Mój brzuch ponownie się skurczył, a w jego dole poczułam prąd przeszywający całe moje ciało. Od palców u stóp, po czubek głowy. Zimne i gorące dreszcze przepływały po moim rdzeniu, sprawiając, iż było mi jeszcze bardziej duszno. Kiedy jednak poczułam, jak jego zimna dłoń wsuwa się pod moją koszulkę, wciągnęłam delikatnie powietrze, uświadamiając sobie, jak bardzo mi go brakowało. Powolnie uniosłam otępiały wzrok z jego torsu. Skanowałam uważnie jego szyję, na której chwilę wcześniej składałam mokre pocałunki. Jego ostro zarysowaną szczękę z wyraźnymi kośćmi policzkowymi, aż w końcu dotarłam do oczu, których widok znów odebrał moim płucom dostęp do tlenu. To bolało. Wpatrywał się wprost we mnie, a jego wzrok elektryzował. I nie widziałam u niego tego już bardzo długo. Był śmiertelnie poważny, a wcześniejsze rozbawienie odeszło w zapomnienie. Teraz jego mimika twarzy przypominała skałę. Niewzruszoną i zaciętą. Niebezpieczne iskry tliły się w pustych i czarnych niczym węgiel oczach, co dodawało mu jeszcze większego niebezpieczeństwa. W tamtej chwili nie mogłam z niego nic wyczytać, choć w sumie, było tak zawsze. Nathaniel Shey był cholernie dobry w tuszowaniu emocji, których dla ogólu i tak nie miał za dużo. W tamtej chwili po prostu wtapiałam się w to twarde spojrzenie utkwione w mojej twarzy, które z każdą sekundą pochłaniało mnie coraz bardziej. Był taki skupiony. Wachlarz czarnych i stosunkowo długich rzęs okrywał te piekielne oczęta, przez które wariowałam. Przysięgam, że te oczy niejednego potrafiłyby wpędzić do grobu, a może i już wpędziły.
Nieme iskry przelatywały pomiędzy nami, co było bardzo niebezpieczne, bo w tamtej chwili, przy tej atmosferze, jedna była w stanie wzniecić coś, o czym sama nie miałam pojęcia i czego bałam się jak cholera. Powolnie mrugałam powiekami, aby choć trochę wyostrzyć obraz. Nie wiem, ile czasu tak przesiedzieliśmy. Dla mnie było to porównywalne do godzin, choć wiedziałam, że ten czas można było z łatwością policzyć w kilkudziesięciu sekundach. Kilkadziesiąt sekund niemej tortury, w którym jak ostatni szaleniec walczyłam o każdy oddech, bo jego spojrzenie bezczelnie mi to odbierało. Klimat między nami znów stężał, niemal mnie tam zabijając. Wiedziałam, że długo już tak nie wytrzymam.

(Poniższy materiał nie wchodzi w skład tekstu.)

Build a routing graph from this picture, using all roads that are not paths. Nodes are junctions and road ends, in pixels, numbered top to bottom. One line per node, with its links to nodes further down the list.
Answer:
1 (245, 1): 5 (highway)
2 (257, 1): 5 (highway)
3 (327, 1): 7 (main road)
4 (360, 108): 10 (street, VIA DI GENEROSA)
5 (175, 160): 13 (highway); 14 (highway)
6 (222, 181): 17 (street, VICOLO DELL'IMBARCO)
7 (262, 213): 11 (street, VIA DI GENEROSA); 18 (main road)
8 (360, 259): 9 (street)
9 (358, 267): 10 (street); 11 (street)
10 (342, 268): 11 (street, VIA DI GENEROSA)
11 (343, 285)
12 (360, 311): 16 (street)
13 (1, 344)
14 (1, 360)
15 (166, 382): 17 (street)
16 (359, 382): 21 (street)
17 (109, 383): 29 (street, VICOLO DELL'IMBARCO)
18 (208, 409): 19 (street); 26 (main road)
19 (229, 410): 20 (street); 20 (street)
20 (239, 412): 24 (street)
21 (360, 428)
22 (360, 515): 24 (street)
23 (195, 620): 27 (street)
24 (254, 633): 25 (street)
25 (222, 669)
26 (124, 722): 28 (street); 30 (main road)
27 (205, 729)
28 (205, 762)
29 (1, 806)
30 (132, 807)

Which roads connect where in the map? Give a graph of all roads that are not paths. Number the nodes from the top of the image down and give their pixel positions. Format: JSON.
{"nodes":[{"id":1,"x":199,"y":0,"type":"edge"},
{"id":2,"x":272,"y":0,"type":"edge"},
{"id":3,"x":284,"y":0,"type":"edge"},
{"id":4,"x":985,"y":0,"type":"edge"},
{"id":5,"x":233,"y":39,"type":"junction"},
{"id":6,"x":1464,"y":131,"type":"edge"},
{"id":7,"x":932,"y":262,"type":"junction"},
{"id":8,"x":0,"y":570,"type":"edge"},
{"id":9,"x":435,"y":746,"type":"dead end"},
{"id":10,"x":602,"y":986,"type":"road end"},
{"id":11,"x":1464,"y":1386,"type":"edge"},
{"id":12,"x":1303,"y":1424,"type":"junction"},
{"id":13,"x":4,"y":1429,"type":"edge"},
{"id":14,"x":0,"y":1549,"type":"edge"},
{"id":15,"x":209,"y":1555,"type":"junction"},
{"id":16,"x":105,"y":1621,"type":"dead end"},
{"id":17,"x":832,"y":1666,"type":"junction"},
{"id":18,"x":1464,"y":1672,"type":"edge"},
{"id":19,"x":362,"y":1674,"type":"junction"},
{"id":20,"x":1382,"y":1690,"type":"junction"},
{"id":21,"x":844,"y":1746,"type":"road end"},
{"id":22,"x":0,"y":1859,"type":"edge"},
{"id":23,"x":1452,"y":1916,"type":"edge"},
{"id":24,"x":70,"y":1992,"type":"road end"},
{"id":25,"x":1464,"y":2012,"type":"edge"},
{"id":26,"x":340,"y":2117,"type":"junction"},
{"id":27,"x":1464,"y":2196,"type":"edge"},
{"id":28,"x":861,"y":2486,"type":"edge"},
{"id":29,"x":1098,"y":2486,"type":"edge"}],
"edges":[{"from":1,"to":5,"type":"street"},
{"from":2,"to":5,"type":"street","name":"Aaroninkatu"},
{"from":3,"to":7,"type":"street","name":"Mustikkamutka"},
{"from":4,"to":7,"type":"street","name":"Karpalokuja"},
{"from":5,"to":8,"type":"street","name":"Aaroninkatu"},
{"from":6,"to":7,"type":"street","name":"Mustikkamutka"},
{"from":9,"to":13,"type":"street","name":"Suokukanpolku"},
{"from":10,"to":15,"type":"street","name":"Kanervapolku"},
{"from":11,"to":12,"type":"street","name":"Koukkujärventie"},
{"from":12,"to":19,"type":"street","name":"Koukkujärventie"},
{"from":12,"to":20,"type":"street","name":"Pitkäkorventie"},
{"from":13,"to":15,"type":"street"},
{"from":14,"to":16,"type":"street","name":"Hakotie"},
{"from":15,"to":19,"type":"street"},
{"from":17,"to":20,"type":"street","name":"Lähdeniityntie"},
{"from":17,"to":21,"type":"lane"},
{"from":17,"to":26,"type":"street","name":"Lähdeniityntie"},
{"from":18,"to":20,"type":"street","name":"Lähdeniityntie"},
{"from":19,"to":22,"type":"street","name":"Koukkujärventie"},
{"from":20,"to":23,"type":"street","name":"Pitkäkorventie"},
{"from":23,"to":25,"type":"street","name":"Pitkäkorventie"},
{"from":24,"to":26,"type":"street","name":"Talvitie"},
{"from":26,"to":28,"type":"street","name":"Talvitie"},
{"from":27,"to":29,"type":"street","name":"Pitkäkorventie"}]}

– Więc? Co dalej? – w końcu przerwał tę ogłuszającą ciszę, a na moim ciele automatycznie pojawiła się gęsia skórka, którą spowodował jego głos. Niski, powolny, zachrypnięty i w tamtej chwili seksowniejszy, niż kiedykolwiek wcześniej. Przez to, iż nasze twarze znajdowały się w odległości zaledwie kilku centymetrów, jego ciepły oddech owiał moją twarz. I chociaż nadal był poważny, ton jego głosu jak zawsze zdradzał tę charakterystyczną dla niego nutę kpiny. Byłam pewna, że się z nią urodził.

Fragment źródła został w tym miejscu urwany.